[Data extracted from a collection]
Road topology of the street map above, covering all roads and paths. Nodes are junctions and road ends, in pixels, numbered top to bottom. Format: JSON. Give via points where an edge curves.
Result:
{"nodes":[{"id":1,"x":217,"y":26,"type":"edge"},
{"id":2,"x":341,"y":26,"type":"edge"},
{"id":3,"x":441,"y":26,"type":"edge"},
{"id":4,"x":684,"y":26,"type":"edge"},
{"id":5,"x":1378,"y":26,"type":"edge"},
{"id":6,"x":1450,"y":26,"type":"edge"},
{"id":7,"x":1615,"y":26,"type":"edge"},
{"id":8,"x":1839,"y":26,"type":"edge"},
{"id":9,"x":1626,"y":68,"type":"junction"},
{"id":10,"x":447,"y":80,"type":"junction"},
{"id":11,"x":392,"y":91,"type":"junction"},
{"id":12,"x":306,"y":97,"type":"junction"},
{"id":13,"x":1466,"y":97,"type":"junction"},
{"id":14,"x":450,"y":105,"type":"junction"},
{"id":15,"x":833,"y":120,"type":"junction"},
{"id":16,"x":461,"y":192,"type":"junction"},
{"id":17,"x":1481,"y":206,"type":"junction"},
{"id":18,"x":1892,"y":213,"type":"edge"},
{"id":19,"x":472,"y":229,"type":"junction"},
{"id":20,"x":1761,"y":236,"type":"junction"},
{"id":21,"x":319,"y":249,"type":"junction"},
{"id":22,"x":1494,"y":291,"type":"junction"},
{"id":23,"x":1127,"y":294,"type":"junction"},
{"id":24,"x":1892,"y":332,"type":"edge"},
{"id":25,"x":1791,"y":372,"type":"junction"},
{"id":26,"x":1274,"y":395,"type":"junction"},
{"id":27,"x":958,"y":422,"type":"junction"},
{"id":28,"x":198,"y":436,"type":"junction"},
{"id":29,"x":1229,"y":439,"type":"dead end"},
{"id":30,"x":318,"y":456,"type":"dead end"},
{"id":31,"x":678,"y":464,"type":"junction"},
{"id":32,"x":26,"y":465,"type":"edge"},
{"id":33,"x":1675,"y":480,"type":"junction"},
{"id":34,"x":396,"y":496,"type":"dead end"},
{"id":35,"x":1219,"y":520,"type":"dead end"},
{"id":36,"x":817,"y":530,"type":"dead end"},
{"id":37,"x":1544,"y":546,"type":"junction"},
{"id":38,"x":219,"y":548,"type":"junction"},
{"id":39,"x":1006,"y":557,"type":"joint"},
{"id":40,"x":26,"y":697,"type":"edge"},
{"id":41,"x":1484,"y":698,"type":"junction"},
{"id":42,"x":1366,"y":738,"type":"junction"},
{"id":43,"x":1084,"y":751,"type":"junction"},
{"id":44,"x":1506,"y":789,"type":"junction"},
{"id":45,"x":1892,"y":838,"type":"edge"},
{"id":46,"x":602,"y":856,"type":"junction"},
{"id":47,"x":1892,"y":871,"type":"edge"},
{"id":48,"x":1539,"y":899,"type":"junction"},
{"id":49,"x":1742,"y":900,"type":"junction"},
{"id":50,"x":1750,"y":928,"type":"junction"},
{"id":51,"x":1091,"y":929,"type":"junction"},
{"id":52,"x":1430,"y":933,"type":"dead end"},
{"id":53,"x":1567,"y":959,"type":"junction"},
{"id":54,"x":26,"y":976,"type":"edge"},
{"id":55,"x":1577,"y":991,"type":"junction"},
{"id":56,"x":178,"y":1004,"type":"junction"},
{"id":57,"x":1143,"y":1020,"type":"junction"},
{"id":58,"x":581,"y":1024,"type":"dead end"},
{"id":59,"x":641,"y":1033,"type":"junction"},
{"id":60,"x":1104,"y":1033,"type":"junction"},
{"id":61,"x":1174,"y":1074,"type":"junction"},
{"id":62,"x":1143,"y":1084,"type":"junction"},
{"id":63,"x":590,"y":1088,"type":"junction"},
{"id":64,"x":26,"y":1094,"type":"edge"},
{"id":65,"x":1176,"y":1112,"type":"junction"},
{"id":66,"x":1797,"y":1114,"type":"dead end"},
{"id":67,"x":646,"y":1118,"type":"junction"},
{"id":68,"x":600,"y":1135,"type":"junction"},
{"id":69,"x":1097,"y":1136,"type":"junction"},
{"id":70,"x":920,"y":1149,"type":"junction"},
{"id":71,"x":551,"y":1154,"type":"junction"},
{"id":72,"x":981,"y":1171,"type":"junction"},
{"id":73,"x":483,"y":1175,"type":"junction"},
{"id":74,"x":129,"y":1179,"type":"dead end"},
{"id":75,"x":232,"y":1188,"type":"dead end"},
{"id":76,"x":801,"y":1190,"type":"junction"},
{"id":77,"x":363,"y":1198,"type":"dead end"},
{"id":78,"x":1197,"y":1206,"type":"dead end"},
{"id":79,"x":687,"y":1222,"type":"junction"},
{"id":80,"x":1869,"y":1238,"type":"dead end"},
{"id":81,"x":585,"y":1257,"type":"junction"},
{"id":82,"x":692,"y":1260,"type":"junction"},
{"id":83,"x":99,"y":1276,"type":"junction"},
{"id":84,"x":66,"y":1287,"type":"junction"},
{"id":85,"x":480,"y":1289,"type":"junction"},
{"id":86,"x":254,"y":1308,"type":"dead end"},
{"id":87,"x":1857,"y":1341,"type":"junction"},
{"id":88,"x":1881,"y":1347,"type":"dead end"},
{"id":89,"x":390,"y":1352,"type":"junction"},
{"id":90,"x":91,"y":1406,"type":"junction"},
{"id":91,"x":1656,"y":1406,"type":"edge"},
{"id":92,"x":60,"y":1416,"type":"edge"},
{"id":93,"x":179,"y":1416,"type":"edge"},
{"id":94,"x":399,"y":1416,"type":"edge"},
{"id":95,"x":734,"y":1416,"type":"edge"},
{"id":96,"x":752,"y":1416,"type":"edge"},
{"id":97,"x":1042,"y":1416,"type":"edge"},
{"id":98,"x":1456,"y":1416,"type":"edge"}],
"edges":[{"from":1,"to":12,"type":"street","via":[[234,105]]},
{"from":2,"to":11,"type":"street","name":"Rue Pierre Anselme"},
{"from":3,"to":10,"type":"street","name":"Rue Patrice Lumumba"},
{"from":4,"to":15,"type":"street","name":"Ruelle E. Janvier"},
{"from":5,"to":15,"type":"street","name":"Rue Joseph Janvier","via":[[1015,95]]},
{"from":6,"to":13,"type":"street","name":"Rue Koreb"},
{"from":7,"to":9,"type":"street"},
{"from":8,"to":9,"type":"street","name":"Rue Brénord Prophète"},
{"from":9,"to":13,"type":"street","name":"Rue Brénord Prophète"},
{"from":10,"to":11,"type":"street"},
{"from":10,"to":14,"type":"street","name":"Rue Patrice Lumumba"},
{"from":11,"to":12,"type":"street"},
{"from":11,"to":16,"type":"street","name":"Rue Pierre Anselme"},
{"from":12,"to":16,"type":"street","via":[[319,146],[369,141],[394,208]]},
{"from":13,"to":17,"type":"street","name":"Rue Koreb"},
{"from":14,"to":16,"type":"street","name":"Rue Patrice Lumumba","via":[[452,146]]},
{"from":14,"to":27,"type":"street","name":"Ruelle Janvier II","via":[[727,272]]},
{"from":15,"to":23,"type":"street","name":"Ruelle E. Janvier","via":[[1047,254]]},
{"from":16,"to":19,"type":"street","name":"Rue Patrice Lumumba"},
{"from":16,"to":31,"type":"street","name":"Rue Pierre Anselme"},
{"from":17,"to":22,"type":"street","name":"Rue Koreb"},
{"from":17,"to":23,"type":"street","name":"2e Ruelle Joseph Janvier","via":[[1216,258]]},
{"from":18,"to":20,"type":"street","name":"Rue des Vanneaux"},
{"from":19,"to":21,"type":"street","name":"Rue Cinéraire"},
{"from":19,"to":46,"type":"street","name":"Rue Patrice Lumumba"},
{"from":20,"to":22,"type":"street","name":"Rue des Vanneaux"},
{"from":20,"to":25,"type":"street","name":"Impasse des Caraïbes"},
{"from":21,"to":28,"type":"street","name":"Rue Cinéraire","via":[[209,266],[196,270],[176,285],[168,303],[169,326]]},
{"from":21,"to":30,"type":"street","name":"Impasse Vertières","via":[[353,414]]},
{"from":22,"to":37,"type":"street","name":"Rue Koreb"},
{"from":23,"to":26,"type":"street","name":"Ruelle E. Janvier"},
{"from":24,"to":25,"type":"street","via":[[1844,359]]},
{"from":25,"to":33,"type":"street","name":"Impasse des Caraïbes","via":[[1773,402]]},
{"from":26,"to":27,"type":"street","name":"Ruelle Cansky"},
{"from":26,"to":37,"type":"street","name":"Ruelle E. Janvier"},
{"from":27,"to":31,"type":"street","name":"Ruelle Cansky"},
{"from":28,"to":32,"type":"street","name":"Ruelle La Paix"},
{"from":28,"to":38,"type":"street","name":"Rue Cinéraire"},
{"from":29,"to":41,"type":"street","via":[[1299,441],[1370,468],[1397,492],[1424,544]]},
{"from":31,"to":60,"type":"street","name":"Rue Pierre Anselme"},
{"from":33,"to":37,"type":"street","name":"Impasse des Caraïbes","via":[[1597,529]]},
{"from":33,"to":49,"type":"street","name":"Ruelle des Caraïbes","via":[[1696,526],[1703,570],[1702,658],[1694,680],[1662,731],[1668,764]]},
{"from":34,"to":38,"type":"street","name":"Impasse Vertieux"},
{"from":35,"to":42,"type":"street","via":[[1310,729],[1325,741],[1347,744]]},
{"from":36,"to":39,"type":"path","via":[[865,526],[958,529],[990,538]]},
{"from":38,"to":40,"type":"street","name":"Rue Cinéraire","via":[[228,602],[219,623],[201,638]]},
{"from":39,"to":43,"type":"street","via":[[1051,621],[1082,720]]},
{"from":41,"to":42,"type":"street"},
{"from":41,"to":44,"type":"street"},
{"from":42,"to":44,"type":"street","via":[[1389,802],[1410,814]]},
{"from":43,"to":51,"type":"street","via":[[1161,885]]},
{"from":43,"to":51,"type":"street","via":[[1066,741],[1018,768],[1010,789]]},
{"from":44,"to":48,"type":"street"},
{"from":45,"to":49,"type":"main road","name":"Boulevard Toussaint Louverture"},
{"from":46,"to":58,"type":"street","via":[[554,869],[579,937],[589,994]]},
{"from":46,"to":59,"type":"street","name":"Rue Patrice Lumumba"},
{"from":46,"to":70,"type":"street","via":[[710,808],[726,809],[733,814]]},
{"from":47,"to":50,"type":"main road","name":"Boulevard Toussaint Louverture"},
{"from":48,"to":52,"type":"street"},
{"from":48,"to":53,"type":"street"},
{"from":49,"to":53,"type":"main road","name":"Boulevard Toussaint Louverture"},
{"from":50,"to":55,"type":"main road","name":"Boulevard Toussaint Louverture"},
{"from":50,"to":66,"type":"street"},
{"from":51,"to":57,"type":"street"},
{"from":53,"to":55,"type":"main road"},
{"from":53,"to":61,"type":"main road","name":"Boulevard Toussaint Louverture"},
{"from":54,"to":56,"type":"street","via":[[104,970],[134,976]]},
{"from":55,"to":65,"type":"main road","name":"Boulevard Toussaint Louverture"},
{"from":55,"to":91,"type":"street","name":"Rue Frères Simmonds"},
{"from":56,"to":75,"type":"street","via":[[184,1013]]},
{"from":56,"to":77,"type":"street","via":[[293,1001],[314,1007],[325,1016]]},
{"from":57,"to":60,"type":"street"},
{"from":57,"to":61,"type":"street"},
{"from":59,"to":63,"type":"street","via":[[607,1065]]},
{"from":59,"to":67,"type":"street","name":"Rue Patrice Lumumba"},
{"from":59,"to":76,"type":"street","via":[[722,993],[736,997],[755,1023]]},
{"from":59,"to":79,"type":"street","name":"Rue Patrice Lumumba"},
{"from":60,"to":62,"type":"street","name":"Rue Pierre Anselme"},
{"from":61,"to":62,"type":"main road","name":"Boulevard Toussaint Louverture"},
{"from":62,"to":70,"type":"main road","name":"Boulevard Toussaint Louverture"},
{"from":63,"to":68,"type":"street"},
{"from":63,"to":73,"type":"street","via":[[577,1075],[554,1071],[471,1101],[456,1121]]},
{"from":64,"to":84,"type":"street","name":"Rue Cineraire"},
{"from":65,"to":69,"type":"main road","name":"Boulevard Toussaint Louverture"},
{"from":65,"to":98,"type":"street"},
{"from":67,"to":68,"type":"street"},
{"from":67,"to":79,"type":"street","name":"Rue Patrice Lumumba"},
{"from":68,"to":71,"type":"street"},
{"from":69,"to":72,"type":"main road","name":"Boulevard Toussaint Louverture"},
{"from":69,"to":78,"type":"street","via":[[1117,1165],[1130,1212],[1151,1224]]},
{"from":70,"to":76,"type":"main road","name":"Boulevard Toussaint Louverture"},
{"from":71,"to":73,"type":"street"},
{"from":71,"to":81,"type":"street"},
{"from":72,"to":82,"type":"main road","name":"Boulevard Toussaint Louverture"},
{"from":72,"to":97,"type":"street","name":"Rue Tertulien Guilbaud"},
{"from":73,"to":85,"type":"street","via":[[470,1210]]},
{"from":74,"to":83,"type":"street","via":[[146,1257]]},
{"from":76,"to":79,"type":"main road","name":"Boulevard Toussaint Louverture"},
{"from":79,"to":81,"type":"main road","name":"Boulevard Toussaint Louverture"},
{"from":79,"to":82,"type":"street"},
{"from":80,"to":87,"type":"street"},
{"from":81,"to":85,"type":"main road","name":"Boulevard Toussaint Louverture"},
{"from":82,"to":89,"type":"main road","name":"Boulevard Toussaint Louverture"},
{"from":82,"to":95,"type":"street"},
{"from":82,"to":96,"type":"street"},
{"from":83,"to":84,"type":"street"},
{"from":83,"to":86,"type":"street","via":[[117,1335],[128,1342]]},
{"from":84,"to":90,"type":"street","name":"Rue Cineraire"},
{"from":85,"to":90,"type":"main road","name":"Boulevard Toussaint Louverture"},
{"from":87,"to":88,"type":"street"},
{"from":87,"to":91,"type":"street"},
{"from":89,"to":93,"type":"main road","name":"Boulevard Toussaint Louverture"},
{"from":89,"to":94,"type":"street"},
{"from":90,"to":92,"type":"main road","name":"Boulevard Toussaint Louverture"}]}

**DESCRIPTION OF THE TASK:** For each line in the data that holds the word "Joseph", copy the line.

**RESULT:**
{"from":5,"to":15,"type":"street","name":"Rue Joseph Janvier","via":[[1015,95]]},
{"from":17,"to":23,"type":"street","name":"2e Ruelle Joseph Janvier","via":[[1216,258]]},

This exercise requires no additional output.